» EXERCISE OBJECTIVE
Would you please copy each line below that includes the string "setSubpixel"?

» INFORMATION
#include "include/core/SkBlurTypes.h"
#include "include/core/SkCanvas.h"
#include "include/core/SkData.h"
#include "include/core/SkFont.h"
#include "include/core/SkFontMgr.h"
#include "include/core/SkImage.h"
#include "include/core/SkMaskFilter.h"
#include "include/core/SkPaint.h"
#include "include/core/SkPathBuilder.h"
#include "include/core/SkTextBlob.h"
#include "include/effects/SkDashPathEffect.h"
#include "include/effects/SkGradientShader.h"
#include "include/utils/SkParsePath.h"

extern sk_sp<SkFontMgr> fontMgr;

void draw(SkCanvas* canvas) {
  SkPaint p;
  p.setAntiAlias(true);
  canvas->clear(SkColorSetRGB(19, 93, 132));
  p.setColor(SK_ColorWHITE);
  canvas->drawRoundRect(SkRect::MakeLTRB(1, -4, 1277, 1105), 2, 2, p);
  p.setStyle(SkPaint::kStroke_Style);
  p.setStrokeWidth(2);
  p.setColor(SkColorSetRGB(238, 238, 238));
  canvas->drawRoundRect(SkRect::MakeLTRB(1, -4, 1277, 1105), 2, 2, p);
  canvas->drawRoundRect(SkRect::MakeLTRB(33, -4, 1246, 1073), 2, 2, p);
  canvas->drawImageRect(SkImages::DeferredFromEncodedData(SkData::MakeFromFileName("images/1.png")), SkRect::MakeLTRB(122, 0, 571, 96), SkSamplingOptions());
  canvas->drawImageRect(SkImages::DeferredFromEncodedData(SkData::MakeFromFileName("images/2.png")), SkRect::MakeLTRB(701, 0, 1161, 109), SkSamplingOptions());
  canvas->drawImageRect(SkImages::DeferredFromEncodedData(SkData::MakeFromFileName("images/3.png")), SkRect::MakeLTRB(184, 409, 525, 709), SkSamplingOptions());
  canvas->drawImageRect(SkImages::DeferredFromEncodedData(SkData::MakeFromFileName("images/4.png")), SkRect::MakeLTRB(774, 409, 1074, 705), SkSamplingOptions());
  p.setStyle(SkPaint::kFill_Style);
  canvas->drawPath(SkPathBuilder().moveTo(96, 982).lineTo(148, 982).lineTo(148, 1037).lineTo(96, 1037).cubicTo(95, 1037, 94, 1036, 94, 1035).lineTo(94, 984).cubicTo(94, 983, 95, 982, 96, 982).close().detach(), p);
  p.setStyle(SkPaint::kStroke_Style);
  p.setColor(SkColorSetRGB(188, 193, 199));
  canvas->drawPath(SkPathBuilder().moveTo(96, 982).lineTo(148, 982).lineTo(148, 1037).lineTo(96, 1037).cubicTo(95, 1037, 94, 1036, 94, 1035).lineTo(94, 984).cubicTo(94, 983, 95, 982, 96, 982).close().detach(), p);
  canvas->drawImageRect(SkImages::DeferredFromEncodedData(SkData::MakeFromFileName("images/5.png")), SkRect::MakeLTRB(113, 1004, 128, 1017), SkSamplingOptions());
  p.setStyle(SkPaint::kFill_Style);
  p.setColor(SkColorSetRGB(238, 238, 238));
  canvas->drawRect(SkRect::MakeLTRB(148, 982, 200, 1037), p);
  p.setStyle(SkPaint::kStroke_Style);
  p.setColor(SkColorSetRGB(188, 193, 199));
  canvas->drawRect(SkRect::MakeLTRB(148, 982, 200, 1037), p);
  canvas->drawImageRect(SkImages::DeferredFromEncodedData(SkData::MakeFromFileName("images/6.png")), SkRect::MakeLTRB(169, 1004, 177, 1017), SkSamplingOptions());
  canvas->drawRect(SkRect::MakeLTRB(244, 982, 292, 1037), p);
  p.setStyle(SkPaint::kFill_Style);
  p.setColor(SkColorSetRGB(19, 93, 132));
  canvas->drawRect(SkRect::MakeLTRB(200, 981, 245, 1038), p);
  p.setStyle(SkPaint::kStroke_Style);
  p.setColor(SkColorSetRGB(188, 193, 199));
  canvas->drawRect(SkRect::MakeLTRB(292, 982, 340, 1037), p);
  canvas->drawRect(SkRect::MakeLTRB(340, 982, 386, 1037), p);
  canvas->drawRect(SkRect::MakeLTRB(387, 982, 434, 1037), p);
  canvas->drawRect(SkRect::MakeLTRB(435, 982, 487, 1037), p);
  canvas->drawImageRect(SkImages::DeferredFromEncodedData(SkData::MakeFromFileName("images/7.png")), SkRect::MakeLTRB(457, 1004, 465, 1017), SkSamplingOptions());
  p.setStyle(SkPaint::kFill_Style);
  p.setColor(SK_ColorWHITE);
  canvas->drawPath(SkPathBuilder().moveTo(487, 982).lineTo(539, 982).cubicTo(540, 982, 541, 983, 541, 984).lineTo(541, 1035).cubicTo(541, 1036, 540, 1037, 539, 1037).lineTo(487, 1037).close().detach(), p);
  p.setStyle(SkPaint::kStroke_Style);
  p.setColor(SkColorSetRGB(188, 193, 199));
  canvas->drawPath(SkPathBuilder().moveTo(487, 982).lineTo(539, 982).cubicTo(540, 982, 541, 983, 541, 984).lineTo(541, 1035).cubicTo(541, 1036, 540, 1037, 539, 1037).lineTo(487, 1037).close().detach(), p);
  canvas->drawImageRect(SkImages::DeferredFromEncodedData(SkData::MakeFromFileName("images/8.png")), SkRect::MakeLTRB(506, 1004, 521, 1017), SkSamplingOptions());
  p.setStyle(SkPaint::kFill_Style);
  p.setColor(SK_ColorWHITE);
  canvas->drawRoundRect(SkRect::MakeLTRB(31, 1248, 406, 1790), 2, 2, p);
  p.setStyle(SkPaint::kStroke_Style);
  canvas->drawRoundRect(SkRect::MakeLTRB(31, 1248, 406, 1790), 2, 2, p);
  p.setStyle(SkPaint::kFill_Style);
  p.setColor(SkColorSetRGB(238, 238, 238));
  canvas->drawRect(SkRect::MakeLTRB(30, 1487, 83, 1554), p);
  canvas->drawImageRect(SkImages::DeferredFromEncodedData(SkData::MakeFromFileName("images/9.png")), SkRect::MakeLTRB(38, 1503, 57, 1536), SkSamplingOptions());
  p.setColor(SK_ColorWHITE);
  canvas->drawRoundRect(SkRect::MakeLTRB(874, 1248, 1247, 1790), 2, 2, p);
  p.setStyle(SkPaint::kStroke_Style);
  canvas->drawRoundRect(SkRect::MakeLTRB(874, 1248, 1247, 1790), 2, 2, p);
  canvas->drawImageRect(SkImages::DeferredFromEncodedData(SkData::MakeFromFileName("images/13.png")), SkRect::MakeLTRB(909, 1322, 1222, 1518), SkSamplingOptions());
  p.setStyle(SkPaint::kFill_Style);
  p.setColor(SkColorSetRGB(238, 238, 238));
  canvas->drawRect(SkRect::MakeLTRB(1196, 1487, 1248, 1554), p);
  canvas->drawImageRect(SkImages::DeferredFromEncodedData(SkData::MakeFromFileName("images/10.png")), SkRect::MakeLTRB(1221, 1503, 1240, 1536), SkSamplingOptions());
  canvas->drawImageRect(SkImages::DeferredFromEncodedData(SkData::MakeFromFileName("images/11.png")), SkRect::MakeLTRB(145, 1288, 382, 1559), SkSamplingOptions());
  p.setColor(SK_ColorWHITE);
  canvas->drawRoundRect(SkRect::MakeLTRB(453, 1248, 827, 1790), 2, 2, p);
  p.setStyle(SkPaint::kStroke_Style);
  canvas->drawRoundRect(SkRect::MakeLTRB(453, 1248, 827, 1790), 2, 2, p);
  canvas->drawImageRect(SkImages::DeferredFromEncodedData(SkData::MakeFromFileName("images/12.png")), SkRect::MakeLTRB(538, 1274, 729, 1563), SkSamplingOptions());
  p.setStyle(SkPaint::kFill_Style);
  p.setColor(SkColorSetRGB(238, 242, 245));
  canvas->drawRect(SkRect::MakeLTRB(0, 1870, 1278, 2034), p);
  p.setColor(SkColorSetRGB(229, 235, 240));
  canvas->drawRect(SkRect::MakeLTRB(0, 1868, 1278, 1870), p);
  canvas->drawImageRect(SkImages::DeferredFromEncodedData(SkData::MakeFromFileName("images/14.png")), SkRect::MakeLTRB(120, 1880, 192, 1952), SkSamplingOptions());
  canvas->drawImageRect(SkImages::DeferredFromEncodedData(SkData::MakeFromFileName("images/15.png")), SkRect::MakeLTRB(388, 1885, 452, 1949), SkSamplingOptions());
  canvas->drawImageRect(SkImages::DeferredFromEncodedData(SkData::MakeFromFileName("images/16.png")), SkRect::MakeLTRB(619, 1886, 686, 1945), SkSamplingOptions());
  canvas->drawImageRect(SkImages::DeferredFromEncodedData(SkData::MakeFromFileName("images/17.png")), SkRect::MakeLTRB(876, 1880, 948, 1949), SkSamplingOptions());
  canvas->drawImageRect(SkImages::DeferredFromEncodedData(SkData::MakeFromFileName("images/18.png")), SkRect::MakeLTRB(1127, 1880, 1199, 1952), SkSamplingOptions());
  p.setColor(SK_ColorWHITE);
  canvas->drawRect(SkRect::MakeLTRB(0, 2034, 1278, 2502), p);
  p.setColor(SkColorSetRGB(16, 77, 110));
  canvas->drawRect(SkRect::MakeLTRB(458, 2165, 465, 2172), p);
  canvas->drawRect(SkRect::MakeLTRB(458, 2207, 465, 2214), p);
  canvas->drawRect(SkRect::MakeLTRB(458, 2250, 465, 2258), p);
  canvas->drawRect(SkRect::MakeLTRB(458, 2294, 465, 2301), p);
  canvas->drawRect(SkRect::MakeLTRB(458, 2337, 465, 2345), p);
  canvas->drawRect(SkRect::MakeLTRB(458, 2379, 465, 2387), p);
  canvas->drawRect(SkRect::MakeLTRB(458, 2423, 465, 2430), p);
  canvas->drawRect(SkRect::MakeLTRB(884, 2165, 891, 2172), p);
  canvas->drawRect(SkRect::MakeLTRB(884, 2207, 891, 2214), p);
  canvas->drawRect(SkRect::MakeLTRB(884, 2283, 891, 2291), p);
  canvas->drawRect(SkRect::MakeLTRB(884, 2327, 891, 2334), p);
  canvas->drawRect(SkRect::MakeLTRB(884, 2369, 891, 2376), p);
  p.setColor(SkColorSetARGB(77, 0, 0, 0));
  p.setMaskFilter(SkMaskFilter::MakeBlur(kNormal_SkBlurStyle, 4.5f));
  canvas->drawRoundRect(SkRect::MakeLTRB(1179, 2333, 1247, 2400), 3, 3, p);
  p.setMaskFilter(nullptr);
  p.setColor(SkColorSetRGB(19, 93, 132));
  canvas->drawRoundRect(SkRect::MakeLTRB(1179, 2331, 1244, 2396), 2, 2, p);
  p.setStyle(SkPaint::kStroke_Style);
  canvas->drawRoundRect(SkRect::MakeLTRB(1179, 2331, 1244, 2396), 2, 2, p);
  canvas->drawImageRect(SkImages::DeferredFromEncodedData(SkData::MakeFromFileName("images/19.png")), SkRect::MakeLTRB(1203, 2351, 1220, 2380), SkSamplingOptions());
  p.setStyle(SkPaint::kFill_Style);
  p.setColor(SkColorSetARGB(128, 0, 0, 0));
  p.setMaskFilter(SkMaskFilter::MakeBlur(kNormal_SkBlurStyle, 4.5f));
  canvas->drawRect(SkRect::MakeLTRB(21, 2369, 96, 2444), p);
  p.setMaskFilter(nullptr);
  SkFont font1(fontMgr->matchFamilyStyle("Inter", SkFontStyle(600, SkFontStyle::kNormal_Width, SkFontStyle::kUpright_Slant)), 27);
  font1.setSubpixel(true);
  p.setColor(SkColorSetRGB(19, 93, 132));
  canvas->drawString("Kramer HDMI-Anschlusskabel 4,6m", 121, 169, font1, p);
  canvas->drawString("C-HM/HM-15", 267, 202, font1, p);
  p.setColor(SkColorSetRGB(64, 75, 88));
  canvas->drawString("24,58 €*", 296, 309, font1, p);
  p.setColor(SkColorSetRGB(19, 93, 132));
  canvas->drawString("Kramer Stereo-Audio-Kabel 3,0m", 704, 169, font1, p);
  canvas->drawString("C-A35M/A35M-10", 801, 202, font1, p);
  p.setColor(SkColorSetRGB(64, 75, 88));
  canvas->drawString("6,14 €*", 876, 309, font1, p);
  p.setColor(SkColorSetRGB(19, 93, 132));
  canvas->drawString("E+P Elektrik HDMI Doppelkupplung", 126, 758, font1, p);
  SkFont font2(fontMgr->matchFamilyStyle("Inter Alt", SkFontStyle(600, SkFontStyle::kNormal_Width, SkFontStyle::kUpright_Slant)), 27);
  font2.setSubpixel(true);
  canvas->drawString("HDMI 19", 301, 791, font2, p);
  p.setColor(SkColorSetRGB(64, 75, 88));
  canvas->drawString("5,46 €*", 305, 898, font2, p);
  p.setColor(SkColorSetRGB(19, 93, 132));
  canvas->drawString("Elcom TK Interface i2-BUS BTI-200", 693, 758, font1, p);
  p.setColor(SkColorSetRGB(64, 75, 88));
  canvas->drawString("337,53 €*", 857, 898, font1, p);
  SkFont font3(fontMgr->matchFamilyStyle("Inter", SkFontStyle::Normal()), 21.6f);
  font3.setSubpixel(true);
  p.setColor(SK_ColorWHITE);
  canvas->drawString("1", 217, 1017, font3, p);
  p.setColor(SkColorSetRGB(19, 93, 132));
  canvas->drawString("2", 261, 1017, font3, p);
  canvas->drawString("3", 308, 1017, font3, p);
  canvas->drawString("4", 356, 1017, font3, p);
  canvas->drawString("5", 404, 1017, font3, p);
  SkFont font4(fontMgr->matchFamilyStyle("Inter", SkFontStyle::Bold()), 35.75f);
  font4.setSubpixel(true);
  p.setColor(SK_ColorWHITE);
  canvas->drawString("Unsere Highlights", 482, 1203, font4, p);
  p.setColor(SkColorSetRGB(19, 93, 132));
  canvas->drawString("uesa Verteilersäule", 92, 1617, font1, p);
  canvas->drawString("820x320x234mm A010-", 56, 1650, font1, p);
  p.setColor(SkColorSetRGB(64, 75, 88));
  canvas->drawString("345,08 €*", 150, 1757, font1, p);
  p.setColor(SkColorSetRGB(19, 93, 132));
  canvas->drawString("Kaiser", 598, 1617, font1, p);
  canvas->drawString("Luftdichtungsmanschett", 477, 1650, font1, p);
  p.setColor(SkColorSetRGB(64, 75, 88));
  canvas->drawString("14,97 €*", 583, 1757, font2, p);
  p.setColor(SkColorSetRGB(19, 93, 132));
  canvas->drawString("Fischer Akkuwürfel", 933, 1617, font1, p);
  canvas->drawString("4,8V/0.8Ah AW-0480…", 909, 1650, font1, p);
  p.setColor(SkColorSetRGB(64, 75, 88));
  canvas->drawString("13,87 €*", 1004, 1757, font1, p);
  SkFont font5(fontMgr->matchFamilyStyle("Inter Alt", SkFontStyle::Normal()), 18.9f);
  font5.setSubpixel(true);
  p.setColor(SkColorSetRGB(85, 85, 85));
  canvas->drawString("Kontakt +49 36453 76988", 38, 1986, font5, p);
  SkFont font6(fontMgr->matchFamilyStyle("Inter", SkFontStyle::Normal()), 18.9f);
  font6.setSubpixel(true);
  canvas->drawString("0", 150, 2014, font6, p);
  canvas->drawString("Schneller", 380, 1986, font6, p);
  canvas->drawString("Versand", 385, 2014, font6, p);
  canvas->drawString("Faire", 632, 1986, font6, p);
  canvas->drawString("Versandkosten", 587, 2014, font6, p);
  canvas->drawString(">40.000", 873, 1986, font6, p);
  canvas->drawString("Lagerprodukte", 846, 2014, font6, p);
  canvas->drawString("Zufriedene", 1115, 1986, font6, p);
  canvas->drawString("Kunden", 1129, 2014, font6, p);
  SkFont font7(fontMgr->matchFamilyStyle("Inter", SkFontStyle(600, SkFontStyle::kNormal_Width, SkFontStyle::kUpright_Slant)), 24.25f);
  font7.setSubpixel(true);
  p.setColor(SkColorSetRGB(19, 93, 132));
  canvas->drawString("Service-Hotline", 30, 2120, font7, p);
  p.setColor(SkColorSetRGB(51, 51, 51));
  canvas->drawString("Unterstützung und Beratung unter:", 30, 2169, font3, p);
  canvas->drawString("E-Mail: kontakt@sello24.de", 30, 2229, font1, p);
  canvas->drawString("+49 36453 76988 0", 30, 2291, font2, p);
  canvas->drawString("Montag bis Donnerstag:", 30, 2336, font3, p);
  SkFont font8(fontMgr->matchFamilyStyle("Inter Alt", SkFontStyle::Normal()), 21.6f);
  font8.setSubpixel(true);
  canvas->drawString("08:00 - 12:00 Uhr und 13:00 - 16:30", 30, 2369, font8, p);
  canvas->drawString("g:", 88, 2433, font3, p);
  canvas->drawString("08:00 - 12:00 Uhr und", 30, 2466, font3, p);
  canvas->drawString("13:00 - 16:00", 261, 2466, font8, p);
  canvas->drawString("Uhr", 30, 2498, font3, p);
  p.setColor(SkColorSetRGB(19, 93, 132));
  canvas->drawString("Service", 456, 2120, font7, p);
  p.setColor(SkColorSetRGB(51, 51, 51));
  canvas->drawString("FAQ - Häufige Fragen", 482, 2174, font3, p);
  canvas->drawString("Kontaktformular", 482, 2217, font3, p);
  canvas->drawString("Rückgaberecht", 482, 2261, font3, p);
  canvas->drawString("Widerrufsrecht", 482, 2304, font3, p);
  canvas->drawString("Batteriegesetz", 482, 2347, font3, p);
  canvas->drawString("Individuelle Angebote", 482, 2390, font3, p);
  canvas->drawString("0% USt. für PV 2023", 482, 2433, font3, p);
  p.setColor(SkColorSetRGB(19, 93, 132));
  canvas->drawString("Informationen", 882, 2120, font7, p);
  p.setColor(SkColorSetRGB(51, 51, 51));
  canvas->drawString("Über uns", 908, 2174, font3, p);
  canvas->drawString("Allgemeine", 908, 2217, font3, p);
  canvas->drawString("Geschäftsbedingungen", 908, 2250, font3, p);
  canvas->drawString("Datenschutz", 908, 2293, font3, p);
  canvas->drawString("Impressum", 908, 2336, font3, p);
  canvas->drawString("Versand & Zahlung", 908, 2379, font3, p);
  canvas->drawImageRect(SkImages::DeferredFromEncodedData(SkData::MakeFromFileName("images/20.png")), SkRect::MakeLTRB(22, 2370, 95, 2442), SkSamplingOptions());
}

» WRITTEN SOLUTION
  font1.setSubpixel(true);
  font2.setSubpixel(true);
  font3.setSubpixel(true);
  font4.setSubpixel(true);
  font5.setSubpixel(true);
  font6.setSubpixel(true);
  font7.setSubpixel(true);
  font8.setSubpixel(true);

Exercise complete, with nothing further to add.